The Eclectic One

…Because labels are a poor substitute for thinking

New Capitalism: Is the free market dead?

Posted by Bill Nance on September 23, 2008

Irwin Stelzer has published an interesting article today over at the New Republic entitled: “Visible Hands, the surrender of free-market capitalism.”

I’m not sure quite what to make of the article. It’s complex and weighty -well worth the read. I’m not entirely sure whether Stelzer thinks “New Capitalism” is a good thing or not. To be honest I think he’s still undecided. On the one hand he seems to be defending old-style Reaganesque de-regulation, but on the other he sees the inherent problems in such a system. On one thing he is conclusive however: No matter what happens in the short term, we are going to see a lot more regulation of capital.
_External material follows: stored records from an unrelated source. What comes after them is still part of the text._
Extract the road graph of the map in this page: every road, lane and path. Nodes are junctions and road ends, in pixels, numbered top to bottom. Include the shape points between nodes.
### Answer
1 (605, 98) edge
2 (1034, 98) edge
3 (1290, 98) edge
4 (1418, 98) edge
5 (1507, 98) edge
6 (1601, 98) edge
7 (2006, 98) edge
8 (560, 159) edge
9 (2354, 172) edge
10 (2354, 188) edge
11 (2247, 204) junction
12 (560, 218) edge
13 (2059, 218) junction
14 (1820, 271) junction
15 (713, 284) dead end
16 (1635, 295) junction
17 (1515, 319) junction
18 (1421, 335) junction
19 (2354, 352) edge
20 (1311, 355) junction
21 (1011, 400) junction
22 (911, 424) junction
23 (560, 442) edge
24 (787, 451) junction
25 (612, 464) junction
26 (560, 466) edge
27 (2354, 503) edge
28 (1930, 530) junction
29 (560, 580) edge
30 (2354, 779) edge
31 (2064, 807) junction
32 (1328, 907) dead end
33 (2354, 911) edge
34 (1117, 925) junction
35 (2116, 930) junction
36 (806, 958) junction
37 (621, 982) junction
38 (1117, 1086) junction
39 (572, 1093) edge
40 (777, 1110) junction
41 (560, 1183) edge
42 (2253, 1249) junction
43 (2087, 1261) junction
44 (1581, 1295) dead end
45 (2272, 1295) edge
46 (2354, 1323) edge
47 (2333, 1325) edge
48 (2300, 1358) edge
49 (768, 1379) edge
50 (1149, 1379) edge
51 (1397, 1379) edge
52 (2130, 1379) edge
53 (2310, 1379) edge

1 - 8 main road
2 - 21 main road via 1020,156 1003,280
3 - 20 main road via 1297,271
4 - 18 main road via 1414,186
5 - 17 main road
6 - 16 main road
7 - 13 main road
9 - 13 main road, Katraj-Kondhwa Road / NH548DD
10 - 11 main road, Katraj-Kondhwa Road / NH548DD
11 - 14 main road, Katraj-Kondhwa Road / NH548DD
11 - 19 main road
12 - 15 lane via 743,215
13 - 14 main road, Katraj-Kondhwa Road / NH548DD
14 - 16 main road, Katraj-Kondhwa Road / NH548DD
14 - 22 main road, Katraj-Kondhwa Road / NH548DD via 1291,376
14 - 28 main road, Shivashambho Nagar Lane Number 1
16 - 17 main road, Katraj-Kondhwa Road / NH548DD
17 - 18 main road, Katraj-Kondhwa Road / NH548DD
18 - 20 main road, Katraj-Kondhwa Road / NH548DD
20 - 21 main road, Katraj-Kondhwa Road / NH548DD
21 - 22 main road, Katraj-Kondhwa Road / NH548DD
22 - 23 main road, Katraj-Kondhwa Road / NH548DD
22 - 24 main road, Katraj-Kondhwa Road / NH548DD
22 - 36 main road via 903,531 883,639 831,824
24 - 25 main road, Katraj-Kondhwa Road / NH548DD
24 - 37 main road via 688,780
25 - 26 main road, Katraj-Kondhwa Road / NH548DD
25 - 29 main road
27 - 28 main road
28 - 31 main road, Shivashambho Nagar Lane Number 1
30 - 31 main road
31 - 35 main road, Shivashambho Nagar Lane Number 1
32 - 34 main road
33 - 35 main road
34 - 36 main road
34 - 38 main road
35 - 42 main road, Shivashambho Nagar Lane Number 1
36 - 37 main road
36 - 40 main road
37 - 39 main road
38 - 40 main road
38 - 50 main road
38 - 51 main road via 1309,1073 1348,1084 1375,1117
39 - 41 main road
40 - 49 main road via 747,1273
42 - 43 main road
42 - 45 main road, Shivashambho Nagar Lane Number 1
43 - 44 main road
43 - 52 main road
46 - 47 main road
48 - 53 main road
“For whatever reason–good or bad–we are about to see equity given greater weight relative to efficiency as New Capitalists recast the tax structure erected in the last days of the Old Capitalism. Old Capitalists worry that if the marginal tax rate on the highest earners is raised from 35 to 40 percent, the wealthy will be less inclined to invest and take risks. New Capitalists, who would distribute those funds to the middle class, think it is worth sacrificing a small bit of efficiency to gain a great deal of fairness. This is the one area in which the Old Capitalists have not capitulated, and are mounting a last-ditch effort to preserve the Bush tax cuts. They will lose, whether to a President Obama or to a Democratic Congress that will drive an only apparently reluctant President McCain back to the position that he took when first confronted with the Bush cuts: They just don’t seem fair.”

Economic policy has been damnably difficult to figure out since the days of GHW Bush if not before.

As Stelzer points out:

“More than one billion relatively low-paid workers have entered the international labor market in the past decade, in a process that has come to be called globalization. These workers, whose wages and living standards have only begun to inch up from subsistence levels, compete directly with low-skilled workers from the United States and other developed countries. This new competition depresses wages in advanced economies, and threatens the jobs of workers who have done nothing wrong except to be in the wrong line of work at the wrong moment in economic history.”

The current crisis, combined with the longer-term institutional problems are giant issues. I think, finally, we are about to see some serious re-evaluation of the almost religious attachment to free-trade and regulation-free markets. What emerges of course, could be much worse, or much better. As always, the Devil will be in the details.